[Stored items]
*** Begin section ***

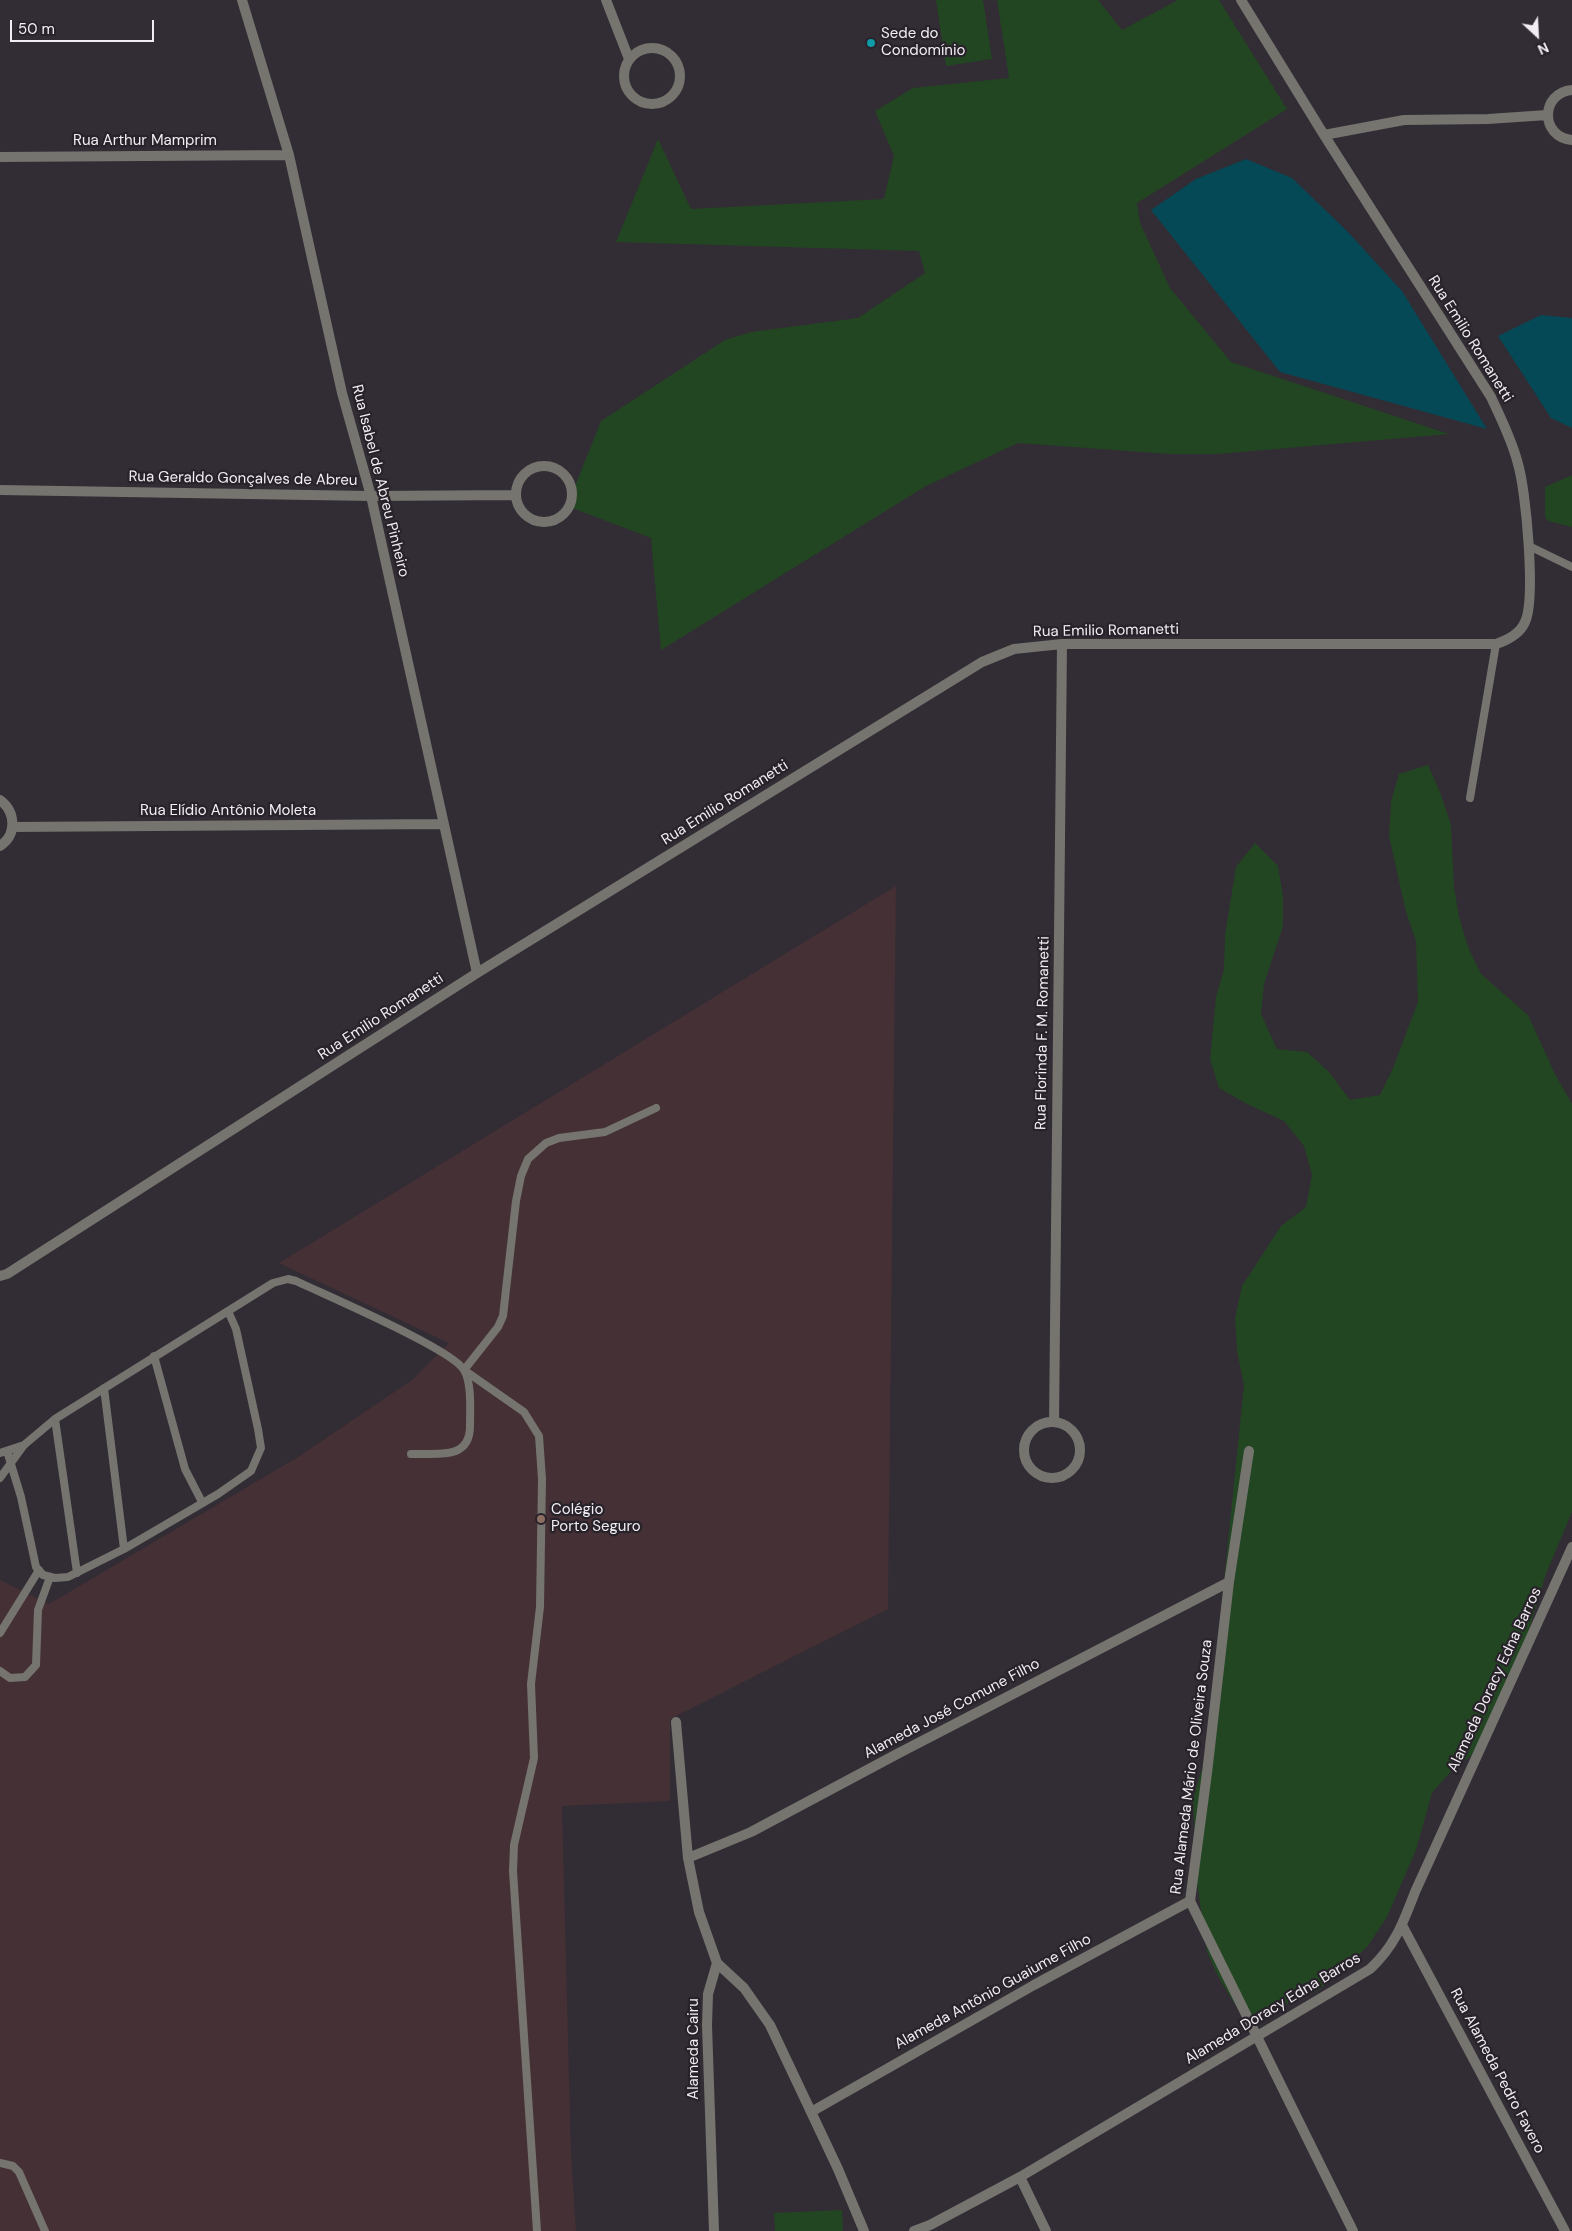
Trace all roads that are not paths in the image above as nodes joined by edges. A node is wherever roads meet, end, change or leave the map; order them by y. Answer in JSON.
{"nodes":[{"id":1,"x":242,"y":0,"type":"edge"},
{"id":2,"x":606,"y":0,"type":"edge"},
{"id":3,"x":1241,"y":0,"type":"edge"},
{"id":4,"x":629,"y":59,"type":"junction"},
{"id":5,"x":1572,"y":90,"type":"edge"},
{"id":6,"x":1547,"y":115,"type":"junction"},
{"id":7,"x":1324,"y":135,"type":"junction"},
{"id":8,"x":1572,"y":140,"type":"edge"},
{"id":9,"x":289,"y":155,"type":"junction"},
{"id":10,"x":0,"y":157,"type":"edge"},
{"id":11,"x":0,"y":490,"type":"edge"},
{"id":12,"x":516,"y":495,"type":"junction"},
{"id":13,"x":371,"y":496,"type":"junction"},
{"id":14,"x":1529,"y":546,"type":"junction"},
{"id":15,"x":1572,"y":566,"type":"edge"},
{"id":16,"x":1062,"y":644,"type":"junction"},
{"id":17,"x":1496,"y":644,"type":"junction"},
{"id":18,"x":1470,"y":798,"type":"dead end"},
{"id":19,"x":0,"y":800,"type":"edge"},
{"id":20,"x":444,"y":824,"type":"junction"},
{"id":21,"x":13,"y":827,"type":"junction"},
{"id":22,"x":0,"y":846,"type":"edge"},
{"id":23,"x":477,"y":973,"type":"junction"},
{"id":24,"x":656,"y":1108,"type":"dead end"},
{"id":25,"x":4,"y":1275,"type":"edge"},
{"id":26,"x":0,"y":1285,"type":"edge"},
{"id":27,"x":228,"y":1311,"type":"junction"},
{"id":28,"x":154,"y":1356,"type":"junction"},
{"id":29,"x":464,"y":1370,"type":"junction"},
{"id":30,"x":104,"y":1388,"type":"junction"},
{"id":31,"x":56,"y":1420,"type":"junction"},
{"id":32,"x":1054,"y":1422,"type":"junction"},
{"id":33,"x":24,"y":1445,"type":"junction"},
{"id":34,"x":1249,"y":1451,"type":"dead end"},
{"id":35,"x":3,"y":1452,"type":"edge"},
{"id":36,"x":411,"y":1454,"type":"dead end"},
{"id":37,"x":11,"y":1464,"type":"junction"},
{"id":38,"x":0,"y":1478,"type":"edge"},
{"id":39,"x":202,"y":1502,"type":"junction"},
{"id":40,"x":1572,"y":1547,"type":"edge"},
{"id":41,"x":124,"y":1549,"type":"junction"},
{"id":42,"x":39,"y":1570,"type":"junction"},
{"id":43,"x":77,"y":1573,"type":"junction"},
{"id":44,"x":50,"y":1576,"type":"junction"},
{"id":45,"x":1229,"y":1582,"type":"junction"},
{"id":46,"x":0,"y":1633,"type":"edge"},
{"id":47,"x":0,"y":1671,"type":"edge"},
{"id":48,"x":676,"y":1722,"type":"dead end"},
{"id":49,"x":688,"y":1858,"type":"junction"},
{"id":50,"x":1190,"y":1901,"type":"junction"},
{"id":51,"x":1402,"y":1925,"type":"junction"},
{"id":52,"x":717,"y":1963,"type":"junction"},
{"id":53,"x":1257,"y":2037,"type":"junction"},
{"id":54,"x":811,"y":2112,"type":"junction"},
{"id":55,"x":0,"y":2163,"type":"edge"},
{"id":56,"x":1020,"y":2177,"type":"junction"},
{"id":57,"x":45,"y":2231,"type":"edge"},
{"id":58,"x":537,"y":2231,"type":"edge"},
{"id":59,"x":714,"y":2231,"type":"edge"},
{"id":60,"x":864,"y":2231,"type":"edge"},
{"id":61,"x":914,"y":2231,"type":"edge"},
{"id":62,"x":1046,"y":2231,"type":"edge"},
{"id":63,"x":1353,"y":2231,"type":"edge"},
{"id":64,"x":1565,"y":2231,"type":"edge"}],
"edges":[{"from":1,"to":9,"type":"street","name":"Rua Isabel de Abreu Pinheiro"},
{"from":2,"to":4,"type":"street"},
{"from":3,"to":7,"type":"street","name":"Rua Emilio Romanetti"},
{"from":4,"to":4,"type":"street"},
{"from":5,"to":6,"type":"street"},
{"from":6,"to":7,"type":"street"},
{"from":6,"to":8,"type":"street"},
{"from":7,"to":14,"type":"street","name":"Rua Emilio Romanetti"},
{"from":9,"to":10,"type":"street","name":"Rua Arthur Mamprim"},
{"from":9,"to":13,"type":"street","name":"Rua Isabel de Abreu Pinheiro"},
{"from":11,"to":13,"type":"street","name":"Rua Geraldo Gonçalves de Abreu"},
{"from":12,"to":12,"type":"street"},
{"from":12,"to":13,"type":"street","name":"Rua Geraldo Gonçalves de Abreu"},
{"from":13,"to":20,"type":"street","name":"Rua Isabel de Abreu Pinheiro"},
{"from":14,"to":15,"type":"lane"},
{"from":14,"to":17,"type":"street","name":"Rua Emilio Romanetti"},
{"from":16,"to":17,"type":"street","name":"Rua Emilio Romanetti"},
{"from":16,"to":23,"type":"street","name":"Rua Emilio Romanetti"},
{"from":16,"to":32,"type":"street","name":"Rua Florinda F. M. Romanetti"},
{"from":17,"to":18,"type":"lane"},
{"from":19,"to":21,"type":"street"},
{"from":20,"to":21,"type":"street","name":"Rua Elídio Antônio Moleta"},
{"from":20,"to":23,"type":"street","name":"Rua Isabel de Abreu Pinheiro"},
{"from":21,"to":22,"type":"street"},
{"from":23,"to":25,"type":"street","name":"Rua Emilio Romanetti"},
{"from":24,"to":29,"type":"lane"},
{"from":25,"to":26,"type":"street","name":"Rua Emilio Romanetti"},
{"from":27,"to":28,"type":"lane"},
{"from":27,"to":29,"type":"lane"},
{"from":27,"to":39,"type":"lane"},
{"from":28,"to":30,"type":"lane"},
{"from":28,"to":39,"type":"lane"},
{"from":29,"to":36,"type":"lane"},
{"from":29,"to":58,"type":"lane"},
{"from":30,"to":31,"type":"lane"},
{"from":30,"to":41,"type":"lane"},
{"from":31,"to":33,"type":"lane"},
{"from":31,"to":43,"type":"lane"},
{"from":32,"to":32,"type":"street"},
{"from":33,"to":35,"type":"lane"},
{"from":33,"to":37,"type":"lane"},
{"from":34,"to":45,"type":"street","name":"Rua Alameda Mário de Oliveira Souza"},
{"from":35,"to":37,"type":"lane"},
{"from":37,"to":38,"type":"lane"},
{"from":37,"to":42,"type":"lane"},
{"from":39,"to":41,"type":"lane"},
{"from":40,"to":51,"type":"street","name":"Alameda Doracy Edna Barros"},
{"from":41,"to":43,"type":"lane"},
{"from":42,"to":44,"type":"lane"},
{"from":42,"to":46,"type":"lane"},
{"from":43,"to":44,"type":"lane"},
{"from":44,"to":47,"type":"lane"},
{"from":45,"to":49,"type":"street","name":"Alameda José Comune Filho"},
{"from":45,"to":50,"type":"street","name":"Rua Alameda Mário de Oliveira Souza"},
{"from":48,"to":49,"type":"street"},
{"from":49,"to":52,"type":"street"},
{"from":50,"to":53,"type":"street","name":"Rua Alameda Mário de Oliveira Souza"},
{"from":50,"to":54,"type":"street","name":"Alameda Antônio Guaiume Filho"},
{"from":51,"to":53,"type":"street","name":"Alameda Doracy Edna Barros"},
{"from":51,"to":64,"type":"street","name":"Rua Alameda Pedro Favero"},
{"from":52,"to":54,"type":"street"},
{"from":52,"to":59,"type":"street","name":"Alameda Cairu"},
{"from":53,"to":56,"type":"street","name":"Alameda Doracy Edna Barros"},
{"from":53,"to":63,"type":"street","name":"Rua Alameda Mário de Oliveira Souza"},
{"from":54,"to":60,"type":"street"},
{"from":55,"to":57,"type":"lane"},
{"from":56,"to":61,"type":"street","name":"Alameda Doracy Edna Barros"},
{"from":56,"to":62,"type":"street"}]}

*** End section ***

TASK BRIEF: Which lines hold the string "Doracy"? Copy all of them from the data above.

RESULT OF THE TASK:
{"from":40,"to":51,"type":"street","name":"Alameda Doracy Edna Barros"},
{"from":51,"to":53,"type":"street","name":"Alameda Doracy Edna Barros"},
{"from":53,"to":56,"type":"street","name":"Alameda Doracy Edna Barros"},
{"from":56,"to":61,"type":"street","name":"Alameda Doracy Edna Barros"},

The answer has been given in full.